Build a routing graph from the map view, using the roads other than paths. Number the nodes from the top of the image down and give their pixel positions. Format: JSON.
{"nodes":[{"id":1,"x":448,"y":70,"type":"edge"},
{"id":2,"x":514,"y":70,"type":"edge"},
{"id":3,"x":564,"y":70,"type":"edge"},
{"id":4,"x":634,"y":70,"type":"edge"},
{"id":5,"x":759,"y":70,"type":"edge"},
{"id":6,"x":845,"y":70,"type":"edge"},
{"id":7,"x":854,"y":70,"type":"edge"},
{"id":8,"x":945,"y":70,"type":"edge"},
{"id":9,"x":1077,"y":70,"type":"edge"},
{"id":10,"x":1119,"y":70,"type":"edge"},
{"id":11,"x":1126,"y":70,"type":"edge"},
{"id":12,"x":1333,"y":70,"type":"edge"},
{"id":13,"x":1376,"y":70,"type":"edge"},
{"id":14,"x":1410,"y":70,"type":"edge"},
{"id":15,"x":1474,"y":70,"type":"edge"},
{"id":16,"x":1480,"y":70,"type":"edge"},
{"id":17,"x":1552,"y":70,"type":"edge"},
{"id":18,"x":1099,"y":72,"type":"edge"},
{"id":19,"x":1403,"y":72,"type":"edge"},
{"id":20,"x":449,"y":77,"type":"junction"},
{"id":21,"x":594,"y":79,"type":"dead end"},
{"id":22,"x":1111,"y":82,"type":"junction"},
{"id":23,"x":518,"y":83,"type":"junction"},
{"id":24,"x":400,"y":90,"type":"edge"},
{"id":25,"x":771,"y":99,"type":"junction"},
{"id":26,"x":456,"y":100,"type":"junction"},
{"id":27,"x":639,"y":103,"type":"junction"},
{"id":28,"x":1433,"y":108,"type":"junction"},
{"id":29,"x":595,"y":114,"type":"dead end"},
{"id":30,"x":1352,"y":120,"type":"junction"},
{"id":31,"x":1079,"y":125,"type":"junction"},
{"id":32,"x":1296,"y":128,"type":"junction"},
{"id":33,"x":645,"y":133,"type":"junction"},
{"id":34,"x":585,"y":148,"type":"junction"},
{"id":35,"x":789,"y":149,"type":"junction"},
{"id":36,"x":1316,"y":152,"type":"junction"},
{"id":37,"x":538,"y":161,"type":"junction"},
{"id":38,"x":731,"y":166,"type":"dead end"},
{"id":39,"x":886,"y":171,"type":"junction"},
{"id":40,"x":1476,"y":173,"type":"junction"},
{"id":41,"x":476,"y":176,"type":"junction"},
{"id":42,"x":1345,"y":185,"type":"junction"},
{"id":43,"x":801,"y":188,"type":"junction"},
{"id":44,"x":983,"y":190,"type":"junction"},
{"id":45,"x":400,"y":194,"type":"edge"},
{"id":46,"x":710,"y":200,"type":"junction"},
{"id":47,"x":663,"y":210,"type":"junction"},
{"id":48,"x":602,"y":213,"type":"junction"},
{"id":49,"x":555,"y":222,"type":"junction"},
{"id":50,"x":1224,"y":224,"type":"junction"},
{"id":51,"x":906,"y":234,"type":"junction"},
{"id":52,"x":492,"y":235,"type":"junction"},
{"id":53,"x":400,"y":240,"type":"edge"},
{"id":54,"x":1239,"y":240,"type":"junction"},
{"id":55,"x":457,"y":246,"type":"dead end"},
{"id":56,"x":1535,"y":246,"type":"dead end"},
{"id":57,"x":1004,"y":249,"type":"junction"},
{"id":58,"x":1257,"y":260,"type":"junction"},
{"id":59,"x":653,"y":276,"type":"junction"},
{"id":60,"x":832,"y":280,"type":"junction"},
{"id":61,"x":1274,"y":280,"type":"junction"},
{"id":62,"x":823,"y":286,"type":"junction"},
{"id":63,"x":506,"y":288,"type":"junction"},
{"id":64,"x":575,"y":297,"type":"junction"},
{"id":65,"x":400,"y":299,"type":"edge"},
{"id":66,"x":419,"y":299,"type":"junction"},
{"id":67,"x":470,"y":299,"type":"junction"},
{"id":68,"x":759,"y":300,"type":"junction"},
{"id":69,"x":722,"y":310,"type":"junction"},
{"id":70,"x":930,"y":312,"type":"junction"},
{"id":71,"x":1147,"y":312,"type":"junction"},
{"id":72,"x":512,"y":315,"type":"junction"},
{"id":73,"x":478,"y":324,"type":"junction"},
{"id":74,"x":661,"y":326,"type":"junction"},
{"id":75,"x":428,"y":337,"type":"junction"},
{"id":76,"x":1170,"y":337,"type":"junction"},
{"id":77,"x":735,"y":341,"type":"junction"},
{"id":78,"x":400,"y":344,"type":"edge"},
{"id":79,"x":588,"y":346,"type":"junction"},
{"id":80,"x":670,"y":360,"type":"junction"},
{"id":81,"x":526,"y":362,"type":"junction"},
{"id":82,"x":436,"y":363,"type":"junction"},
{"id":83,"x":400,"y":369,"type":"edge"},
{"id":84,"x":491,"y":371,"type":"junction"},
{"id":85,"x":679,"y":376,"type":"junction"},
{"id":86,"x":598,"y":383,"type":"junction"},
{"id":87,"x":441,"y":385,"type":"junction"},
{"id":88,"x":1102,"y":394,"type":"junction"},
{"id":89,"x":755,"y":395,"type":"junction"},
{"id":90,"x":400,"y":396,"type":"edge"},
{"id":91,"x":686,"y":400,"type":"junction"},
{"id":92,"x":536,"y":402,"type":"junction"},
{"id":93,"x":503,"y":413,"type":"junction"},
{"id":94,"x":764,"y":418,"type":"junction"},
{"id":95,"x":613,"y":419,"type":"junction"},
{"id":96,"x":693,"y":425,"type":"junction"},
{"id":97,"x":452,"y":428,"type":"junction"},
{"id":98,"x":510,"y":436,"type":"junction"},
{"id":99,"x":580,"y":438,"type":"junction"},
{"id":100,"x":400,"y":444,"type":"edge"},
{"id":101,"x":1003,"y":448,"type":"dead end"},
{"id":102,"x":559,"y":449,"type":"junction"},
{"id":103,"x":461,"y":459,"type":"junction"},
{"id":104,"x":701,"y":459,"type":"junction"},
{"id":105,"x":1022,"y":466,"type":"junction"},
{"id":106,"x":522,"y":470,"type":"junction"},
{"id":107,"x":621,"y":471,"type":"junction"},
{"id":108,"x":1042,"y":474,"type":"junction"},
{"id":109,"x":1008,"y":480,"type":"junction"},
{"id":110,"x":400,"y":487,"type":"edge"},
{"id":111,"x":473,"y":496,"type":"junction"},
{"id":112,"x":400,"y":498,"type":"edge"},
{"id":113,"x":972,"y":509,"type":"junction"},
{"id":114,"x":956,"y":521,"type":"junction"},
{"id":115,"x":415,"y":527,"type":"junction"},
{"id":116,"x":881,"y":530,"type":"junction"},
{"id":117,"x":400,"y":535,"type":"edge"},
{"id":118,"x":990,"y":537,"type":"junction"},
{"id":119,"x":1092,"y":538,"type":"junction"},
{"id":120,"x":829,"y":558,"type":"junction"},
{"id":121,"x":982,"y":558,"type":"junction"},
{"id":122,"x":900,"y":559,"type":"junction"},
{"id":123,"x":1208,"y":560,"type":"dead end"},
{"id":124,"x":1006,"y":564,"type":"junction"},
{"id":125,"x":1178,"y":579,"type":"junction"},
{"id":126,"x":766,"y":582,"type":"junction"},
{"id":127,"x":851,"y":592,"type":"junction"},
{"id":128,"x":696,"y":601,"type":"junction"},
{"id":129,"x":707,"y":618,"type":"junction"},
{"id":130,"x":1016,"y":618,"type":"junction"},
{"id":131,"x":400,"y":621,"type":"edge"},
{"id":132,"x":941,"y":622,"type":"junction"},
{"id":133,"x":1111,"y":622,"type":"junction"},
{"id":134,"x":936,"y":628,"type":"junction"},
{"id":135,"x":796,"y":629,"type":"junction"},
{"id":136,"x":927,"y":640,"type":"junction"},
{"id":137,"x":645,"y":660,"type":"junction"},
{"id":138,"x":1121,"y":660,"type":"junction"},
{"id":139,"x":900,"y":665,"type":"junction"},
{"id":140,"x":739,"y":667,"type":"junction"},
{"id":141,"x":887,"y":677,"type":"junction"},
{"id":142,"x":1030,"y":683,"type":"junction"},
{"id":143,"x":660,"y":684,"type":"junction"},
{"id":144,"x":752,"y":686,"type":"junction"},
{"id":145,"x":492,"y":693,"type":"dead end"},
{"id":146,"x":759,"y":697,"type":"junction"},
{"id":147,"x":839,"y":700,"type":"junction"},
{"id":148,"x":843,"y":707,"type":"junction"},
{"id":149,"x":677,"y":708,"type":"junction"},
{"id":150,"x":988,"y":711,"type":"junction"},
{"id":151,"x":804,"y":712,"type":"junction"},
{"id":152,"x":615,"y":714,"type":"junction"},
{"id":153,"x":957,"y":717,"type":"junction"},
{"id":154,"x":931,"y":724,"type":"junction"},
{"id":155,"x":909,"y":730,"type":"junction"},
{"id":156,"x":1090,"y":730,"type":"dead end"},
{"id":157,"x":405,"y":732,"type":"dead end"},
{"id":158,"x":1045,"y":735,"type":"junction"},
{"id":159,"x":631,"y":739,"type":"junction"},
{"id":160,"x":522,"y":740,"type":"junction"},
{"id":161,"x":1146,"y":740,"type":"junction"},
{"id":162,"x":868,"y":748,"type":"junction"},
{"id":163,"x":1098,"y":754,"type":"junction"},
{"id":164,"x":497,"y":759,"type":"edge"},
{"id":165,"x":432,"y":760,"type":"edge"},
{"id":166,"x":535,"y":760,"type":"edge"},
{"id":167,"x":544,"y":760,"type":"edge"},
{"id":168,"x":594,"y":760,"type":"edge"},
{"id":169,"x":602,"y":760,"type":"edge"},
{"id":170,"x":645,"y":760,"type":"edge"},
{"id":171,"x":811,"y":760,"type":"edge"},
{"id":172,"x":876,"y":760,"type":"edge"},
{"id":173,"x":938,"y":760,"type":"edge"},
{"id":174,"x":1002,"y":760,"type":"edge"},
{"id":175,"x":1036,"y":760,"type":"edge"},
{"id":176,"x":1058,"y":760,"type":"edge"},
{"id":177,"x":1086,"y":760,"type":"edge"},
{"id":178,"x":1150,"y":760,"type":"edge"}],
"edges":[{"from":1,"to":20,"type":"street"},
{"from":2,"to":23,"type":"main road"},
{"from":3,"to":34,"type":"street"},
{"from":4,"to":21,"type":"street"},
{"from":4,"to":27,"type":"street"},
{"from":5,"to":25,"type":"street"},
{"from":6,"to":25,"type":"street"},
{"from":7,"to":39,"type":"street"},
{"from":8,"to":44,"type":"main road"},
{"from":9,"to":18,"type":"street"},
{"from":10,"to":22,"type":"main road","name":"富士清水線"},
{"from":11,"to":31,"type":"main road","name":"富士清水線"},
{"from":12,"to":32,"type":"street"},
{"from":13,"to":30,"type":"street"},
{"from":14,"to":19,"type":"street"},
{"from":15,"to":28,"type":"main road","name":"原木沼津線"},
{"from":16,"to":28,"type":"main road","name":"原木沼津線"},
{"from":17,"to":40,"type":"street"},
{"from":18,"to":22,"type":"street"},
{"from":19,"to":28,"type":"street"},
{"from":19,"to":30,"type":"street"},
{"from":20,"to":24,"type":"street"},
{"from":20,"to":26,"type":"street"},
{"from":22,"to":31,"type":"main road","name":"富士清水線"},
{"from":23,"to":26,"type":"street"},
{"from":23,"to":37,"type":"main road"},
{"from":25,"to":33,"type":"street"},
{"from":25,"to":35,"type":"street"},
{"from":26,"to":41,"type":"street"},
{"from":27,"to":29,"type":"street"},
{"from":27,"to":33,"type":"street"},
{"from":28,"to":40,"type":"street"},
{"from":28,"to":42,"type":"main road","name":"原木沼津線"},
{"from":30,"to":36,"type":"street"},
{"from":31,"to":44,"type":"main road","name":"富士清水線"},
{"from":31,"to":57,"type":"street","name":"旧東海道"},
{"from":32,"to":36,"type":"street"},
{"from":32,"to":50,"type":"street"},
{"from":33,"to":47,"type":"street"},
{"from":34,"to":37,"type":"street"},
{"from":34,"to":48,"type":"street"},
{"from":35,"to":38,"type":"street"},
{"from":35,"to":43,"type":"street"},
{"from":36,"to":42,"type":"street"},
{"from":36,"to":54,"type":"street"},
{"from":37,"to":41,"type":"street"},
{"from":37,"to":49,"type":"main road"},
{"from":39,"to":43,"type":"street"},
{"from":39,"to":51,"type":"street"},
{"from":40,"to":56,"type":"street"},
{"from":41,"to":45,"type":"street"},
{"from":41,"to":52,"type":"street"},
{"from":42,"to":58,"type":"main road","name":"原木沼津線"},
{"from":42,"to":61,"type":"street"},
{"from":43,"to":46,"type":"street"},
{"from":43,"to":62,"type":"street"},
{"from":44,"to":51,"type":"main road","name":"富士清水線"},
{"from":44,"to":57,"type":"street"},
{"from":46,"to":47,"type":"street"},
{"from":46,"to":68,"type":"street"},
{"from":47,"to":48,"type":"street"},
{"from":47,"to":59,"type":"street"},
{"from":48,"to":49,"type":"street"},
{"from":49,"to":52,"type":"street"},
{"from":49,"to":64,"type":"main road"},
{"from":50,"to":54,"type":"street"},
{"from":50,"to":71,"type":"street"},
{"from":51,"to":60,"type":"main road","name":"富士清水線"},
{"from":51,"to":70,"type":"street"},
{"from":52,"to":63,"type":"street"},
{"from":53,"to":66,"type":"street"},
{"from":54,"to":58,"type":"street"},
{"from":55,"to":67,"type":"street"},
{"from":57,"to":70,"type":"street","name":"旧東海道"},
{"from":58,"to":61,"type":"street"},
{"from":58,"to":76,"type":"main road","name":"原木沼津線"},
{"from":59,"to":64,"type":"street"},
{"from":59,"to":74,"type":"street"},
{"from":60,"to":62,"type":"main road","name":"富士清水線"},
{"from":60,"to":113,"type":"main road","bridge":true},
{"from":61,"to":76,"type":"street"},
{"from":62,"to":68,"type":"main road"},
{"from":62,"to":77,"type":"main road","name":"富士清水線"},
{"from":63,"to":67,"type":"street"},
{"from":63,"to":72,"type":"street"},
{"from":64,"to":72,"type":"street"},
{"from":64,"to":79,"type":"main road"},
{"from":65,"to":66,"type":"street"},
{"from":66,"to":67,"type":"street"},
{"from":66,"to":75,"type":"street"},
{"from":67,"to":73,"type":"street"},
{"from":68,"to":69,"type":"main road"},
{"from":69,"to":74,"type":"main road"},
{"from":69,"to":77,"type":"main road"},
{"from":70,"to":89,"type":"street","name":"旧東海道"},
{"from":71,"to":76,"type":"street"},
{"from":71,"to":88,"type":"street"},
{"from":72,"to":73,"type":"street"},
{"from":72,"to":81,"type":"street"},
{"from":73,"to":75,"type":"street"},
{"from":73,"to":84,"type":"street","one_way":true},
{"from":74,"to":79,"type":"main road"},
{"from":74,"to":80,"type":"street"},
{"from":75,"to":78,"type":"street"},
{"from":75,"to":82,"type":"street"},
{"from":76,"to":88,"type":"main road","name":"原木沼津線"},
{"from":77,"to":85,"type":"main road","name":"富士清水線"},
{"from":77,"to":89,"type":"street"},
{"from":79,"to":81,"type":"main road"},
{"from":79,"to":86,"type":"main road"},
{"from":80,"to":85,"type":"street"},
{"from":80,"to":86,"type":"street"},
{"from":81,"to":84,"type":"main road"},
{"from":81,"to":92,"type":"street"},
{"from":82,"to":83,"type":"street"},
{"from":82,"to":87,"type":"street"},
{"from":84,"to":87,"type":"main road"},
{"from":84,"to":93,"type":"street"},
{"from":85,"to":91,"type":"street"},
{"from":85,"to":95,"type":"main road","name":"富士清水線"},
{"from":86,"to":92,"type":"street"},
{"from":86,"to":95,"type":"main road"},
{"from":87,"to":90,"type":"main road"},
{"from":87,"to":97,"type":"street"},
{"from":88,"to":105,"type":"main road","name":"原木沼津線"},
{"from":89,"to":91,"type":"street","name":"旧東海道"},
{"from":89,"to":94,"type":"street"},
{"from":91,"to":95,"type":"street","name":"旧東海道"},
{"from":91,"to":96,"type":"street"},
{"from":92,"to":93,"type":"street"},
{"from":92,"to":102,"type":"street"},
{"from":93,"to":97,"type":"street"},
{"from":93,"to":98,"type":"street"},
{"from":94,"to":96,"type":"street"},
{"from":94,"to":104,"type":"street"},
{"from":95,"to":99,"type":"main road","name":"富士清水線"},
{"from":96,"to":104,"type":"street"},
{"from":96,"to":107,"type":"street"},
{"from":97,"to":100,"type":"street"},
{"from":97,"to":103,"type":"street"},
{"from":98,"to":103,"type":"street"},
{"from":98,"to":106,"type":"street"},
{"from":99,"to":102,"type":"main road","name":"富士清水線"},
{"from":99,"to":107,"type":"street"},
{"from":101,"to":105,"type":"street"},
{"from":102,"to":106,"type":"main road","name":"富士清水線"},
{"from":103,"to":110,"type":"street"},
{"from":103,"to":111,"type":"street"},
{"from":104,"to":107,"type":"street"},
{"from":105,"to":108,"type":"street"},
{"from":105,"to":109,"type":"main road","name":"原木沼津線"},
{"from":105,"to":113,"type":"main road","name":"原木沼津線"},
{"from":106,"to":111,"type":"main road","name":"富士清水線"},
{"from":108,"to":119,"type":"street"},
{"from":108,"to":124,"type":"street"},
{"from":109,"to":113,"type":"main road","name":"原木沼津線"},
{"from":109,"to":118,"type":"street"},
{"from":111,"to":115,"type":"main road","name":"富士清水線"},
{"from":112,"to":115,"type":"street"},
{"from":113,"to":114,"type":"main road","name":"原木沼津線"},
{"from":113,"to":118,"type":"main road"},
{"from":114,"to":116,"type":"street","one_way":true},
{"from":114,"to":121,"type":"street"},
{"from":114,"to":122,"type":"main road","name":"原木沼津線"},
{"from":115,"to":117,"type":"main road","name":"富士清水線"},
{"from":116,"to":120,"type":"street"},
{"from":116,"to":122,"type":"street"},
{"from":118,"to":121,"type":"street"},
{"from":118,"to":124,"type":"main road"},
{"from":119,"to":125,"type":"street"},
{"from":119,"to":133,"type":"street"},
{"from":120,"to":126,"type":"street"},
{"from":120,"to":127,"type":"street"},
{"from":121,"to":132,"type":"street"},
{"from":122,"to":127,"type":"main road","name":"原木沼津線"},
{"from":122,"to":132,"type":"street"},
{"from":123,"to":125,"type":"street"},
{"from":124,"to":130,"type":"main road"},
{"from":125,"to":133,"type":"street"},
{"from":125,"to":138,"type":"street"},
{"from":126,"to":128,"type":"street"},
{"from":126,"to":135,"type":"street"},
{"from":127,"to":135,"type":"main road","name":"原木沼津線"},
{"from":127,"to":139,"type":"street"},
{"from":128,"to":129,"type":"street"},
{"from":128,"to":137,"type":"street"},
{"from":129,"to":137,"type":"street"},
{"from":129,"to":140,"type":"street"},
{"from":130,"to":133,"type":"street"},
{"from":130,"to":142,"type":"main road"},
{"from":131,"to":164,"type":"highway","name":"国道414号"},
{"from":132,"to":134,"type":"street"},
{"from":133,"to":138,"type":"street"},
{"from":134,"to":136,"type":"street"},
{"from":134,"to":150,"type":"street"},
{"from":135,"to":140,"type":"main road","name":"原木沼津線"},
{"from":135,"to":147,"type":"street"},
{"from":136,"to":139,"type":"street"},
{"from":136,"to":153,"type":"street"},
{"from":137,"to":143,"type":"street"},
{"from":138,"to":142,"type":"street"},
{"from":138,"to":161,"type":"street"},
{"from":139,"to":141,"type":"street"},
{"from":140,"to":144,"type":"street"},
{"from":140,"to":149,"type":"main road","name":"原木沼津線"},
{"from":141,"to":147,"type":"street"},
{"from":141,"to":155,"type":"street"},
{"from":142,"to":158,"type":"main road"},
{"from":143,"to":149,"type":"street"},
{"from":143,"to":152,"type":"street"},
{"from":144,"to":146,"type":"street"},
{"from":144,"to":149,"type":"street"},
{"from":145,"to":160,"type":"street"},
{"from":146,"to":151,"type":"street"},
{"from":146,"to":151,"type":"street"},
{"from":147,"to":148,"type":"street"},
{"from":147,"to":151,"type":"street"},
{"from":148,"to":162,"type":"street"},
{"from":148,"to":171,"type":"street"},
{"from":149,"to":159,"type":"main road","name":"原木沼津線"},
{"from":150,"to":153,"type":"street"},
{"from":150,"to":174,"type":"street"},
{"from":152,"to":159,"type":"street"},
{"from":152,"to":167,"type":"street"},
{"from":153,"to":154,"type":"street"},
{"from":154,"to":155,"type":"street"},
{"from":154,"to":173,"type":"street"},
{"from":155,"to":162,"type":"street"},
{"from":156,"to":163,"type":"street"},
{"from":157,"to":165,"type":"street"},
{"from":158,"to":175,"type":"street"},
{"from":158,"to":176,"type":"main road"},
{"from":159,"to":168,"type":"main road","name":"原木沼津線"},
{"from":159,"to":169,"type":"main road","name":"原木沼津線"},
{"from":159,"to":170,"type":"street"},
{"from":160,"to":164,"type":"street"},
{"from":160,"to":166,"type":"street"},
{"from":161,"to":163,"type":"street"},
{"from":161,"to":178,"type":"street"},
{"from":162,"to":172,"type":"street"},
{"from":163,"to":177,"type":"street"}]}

════════════════

* _Work to complete_
Copy all lines from the data that hold the word "旧東海道".

* _Answer to this problem_
{"from":31,"to":57,"type":"street","name":"旧東海道"},
{"from":57,"to":70,"type":"street","name":"旧東海道"},
{"from":70,"to":89,"type":"street","name":"旧東海道"},
{"from":89,"to":91,"type":"street","name":"旧東海道"},
{"from":91,"to":95,"type":"street","name":"旧東海道"},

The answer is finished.